第一章
第8話 男爵邸
その屋敷は、ずいぶんと寂れていた。
一月近く馬車に揺られ、舗装もされていない街道のせいでクッションもない馬車の床板に気分もお尻もいやというほどに削り取られてしまった俺を迎えたのは、あばら家と表現してもいいような、おんぼろ屋敷。
門柱と門扉、低く生い茂るばべの木立が壁となり、道路と屋敷の境界線を形作っている。
上から眺めると凹凸の凹を逆さにした形になるそれは、二階建ての古い王国式の建築だった。
玄関まで続く道にはレンガが敷き詰められていて、そこには馬車が通行するための轍もしっかりと用意されていた。
馬車を玄関に突き出ている屋根の下にまで持って行けるのは、ありがたかった。
早速、そこに馬車を移動する。中からは誰も出てこない。当たり前か。
「これでも元男爵様のお屋敷。三人で住むには少しばかり部屋が多いですが、なかはきちんとされているはずです」
「きちんと?」
どういう意味だと、俺は訝しむ。
外見も庭先も、どうみても荒れ放題だ。
屋根なんて、ペンペン草が生えていて、瓦を取り替えないとだめなことくらい、俺にだって分かるほどに老朽化している。

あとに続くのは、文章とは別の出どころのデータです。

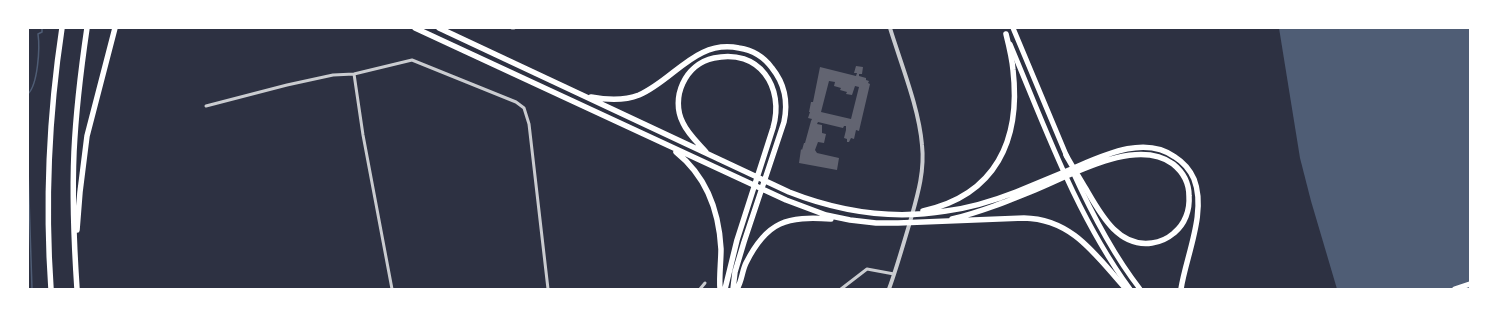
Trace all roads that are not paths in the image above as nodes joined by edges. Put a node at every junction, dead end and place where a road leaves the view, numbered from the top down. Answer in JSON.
{"nodes":[{"id":1,"x":62,"y":28,"type":"edge"},
{"id":2,"x":87,"y":28,"type":"edge"},
{"id":3,"x":115,"y":28,"type":"edge"},
{"id":4,"x":415,"y":28,"type":"edge"},
{"id":5,"x":439,"y":28,"type":"edge"},
{"id":6,"x":890,"y":28,"type":"edge"},
{"id":7,"x":1013,"y":28,"type":"edge"},
{"id":8,"x":1005,"y":31,"type":"edge"},
{"id":9,"x":354,"y":74,"type":"junction"},
{"id":10,"x":581,"y":94,"type":"junction"},
{"id":11,"x":206,"y":106,"type":"dead end"},
{"id":12,"x":668,"y":146,"type":"junction"},
{"id":13,"x":709,"y":154,"type":"junction"},
{"id":14,"x":1066,"y":155,"type":"junction"},
{"id":15,"x":1089,"y":164,"type":"junction"},
{"id":16,"x":1054,"y":179,"type":"junction"},
{"id":17,"x":922,"y":213,"type":"junction"},
{"id":18,"x":848,"y":220,"type":"junction"},
{"id":19,"x":934,"y":222,"type":"junction"},
{"id":20,"x":75,"y":260,"type":"junction"},
{"id":21,"x":894,"y":274,"type":"junction"},
{"id":22,"x":705,"y":283,"type":"dead end"},
{"id":23,"x":1470,"y":284,"type":"edge"},
{"id":24,"x":51,"y":289,"type":"edge"},
{"id":25,"x":77,"y":289,"type":"edge"},
{"id":26,"x":392,"y":289,"type":"edge"},
{"id":27,"x":548,"y":289,"type":"edge"},
{"id":28,"x":700,"y":289,"type":"edge"},
{"id":29,"x":720,"y":289,"type":"edge"},
{"id":30,"x":724,"y":289,"type":"edge"},
{"id":31,"x":733,"y":289,"type":"edge"},
{"id":32,"x":737,"y":289,"type":"edge"},
{"id":33,"x":841,"y":289,"type":"edge"},
{"id":34,"x":889,"y":289,"type":"edge"},
{"id":35,"x":1126,"y":289,"type":"edge"},
{"id":36,"x":1130,"y":289,"type":"edge"},
{"id":37,"x":1140,"y":289,"type":"edge"},
{"id":38,"x":1181,"y":289,"type":"edge"},
{"id":39,"x":1455,"y":289,"type":"edge"}],
"edges":[{"from":1,"to":24,"type":"highway"},
{"from":2,"to":20,"type":"highway"},
{"from":3,"to":20,"type":"highway"},
{"from":4,"to":12,"type":"highway"},
{"from":5,"to":10,"type":"highway"},
{"from":6,"to":21,"type":"street"},
{"from":7,"to":14,"type":"main road"},
{"from":8,"to":17,"type":"highway"},
{"from":8,"to":36,"type":"main road"},
{"from":9,"to":11,"type":"street"},
{"from":9,"to":26,"type":"street"},
{"from":9,"to":27,"type":"street"},
{"from":10,"to":13,"type":"highway"},
{"from":10,"to":31,"type":"highway"},
{"from":12,"to":18,"type":"highway"},
{"from":12,"to":29,"type":"highway"},
{"from":13,"to":17,"type":"highway"},
{"from":13,"to":30,"type":"highway"},
{"from":14,"to":15,"type":"highway"},
{"from":14,"to":37,"type":"main road"},
{"from":15,"to":16,"type":"highway"},
{"from":15,"to":38,"type":"highway"},
{"from":16,"to":17,"type":"highway"},
{"from":16,"to":19,"type":"highway"},
{"from":18,"to":19,"type":"highway"},
{"from":18,"to":32,"type":"highway"},
{"from":19,"to":35,"type":"highway"},
{"from":20,"to":25,"type":"highway"},
{"from":21,"to":33,"type":"street"},
{"from":21,"to":34,"type":"street"},
{"from":22,"to":28,"type":"street"},
{"from":23,"to":39,"type":"highway"}]}
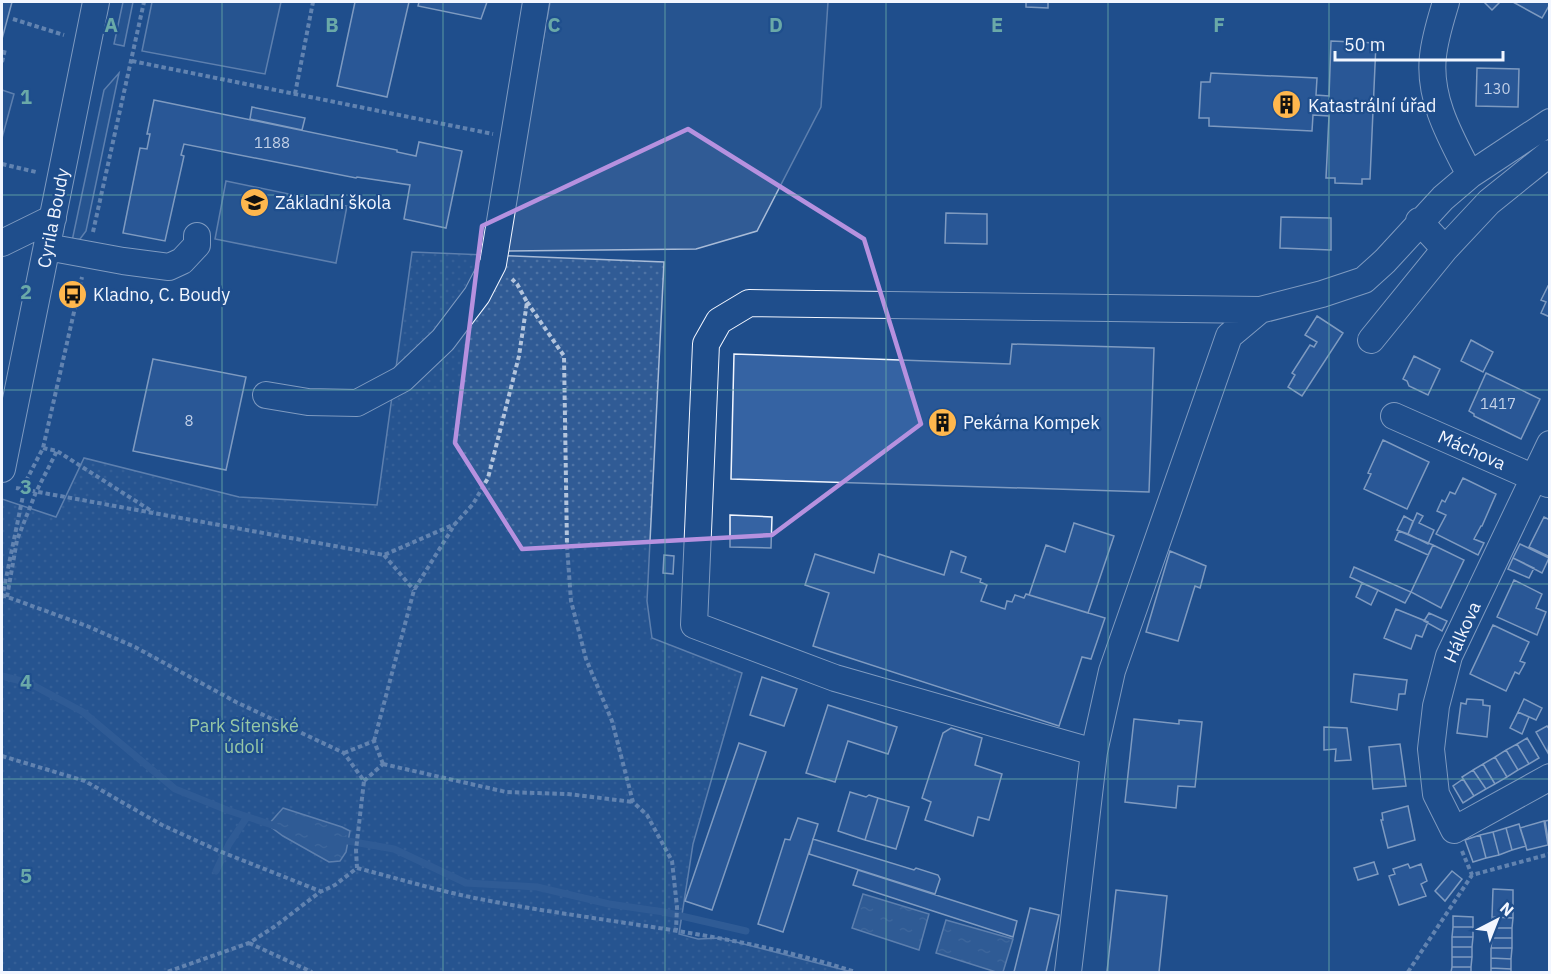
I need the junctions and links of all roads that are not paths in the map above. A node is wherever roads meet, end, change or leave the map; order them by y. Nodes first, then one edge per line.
1 (96, 2) edge
2 (536, 2) edge
3 (1446, 2) edge
4 (1546, 132) edge
5 (1550, 153) edge
6 (1470, 175) junction
7 (53, 218) junction
8 (1419, 221) junction
9 (198, 236) dead end
10 (2, 243) edge
11 (47, 247) junction
12 (1445, 249) junction
13 (1260, 310) junction
14 (1371, 340) dead end
15 (266, 395) dead end
16 (7, 416) edge
17 (1394, 416) dead end
18 (1550, 444) edge
19 (7, 478) edge
20 (1542, 482) edge
21 (1094, 752) junction
22 (1550, 777) edge
23 (1068, 972) edge

1 - 7 street, Cyrila Boudy
2 - 15 street
3 - 6 street
4 - 6 street
5 - 12 street
6 - 8 street
7 - 10 street
7 - 11 street, Cyrila Boudy
8 - 12 street
8 - 13 street
9 - 11 street
11 - 16 street, Cyrila Boudy
12 - 14 street
13 - 21 street
13 - 21 street
16 - 19 street, Cyrila Boudy
17 - 20 street, Máchova
18 - 20 street, Hálkova
20 - 22 street, Hálkova
21 - 23 street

「はい、旦那様が先に人をやって、内装からすべて整えてくれているはずです」
「……」
窓にかかった鎧遠しからは、室内にある家具のすべてに白い布がかけられているのが見て取れる。身長の低さが災いして、それよりほかは入って見ないと分からない状況だった。
ここまでの旅程で警護の任務に就いてくれた三人の傭兵は街の入り口で別れた。
これからギルドに行き、契約金の残りを貰うのだとか言っていた気がする。
「中、見てみようか」
「そう‥‥‥ですね」
旅の仲間で家政婦兼侍女として購入した奴隷の女が隣でそう言った。
俺より頭一つ高いティリスが、旅の女性が被る帽子を取りながら作業にはいる支度を始める。豊かな亜麻色の髪が、ほつれて背中に降りているのが見えて、思わずドキリとさせられた。
彼女には貧乏な平民が着るような、着古したワンピースしか与えていないし、足元はサンダルだけしか彼女は持っていなかった。
私物は着の身着のまま、ただ、それだけ。
奴隷になるということはこういうことか、とその首に巻かれた鉄製の首輪を見ながらそう思った。
夏場向けの背中の大きく空いたその部分を隠すようにして、ティリスは長髪を後ろにやると、一つにまとめてから、オロン爺とともに荷物を馬車から降ろし始める。
門柱のなかに馬車を止めておいても、こんな田舎では置き引きする者がでないとも限らない。
荷物がある場合は、必ず誰かが馬車に寄り添って警戒していないといけないのだと、旅の間に酔い兵たちから習ったことを思いだした。
荷卸しを二人に任せると、本当にこんなボロ屋敷に住めるのか、と警戒しながら扉を開く。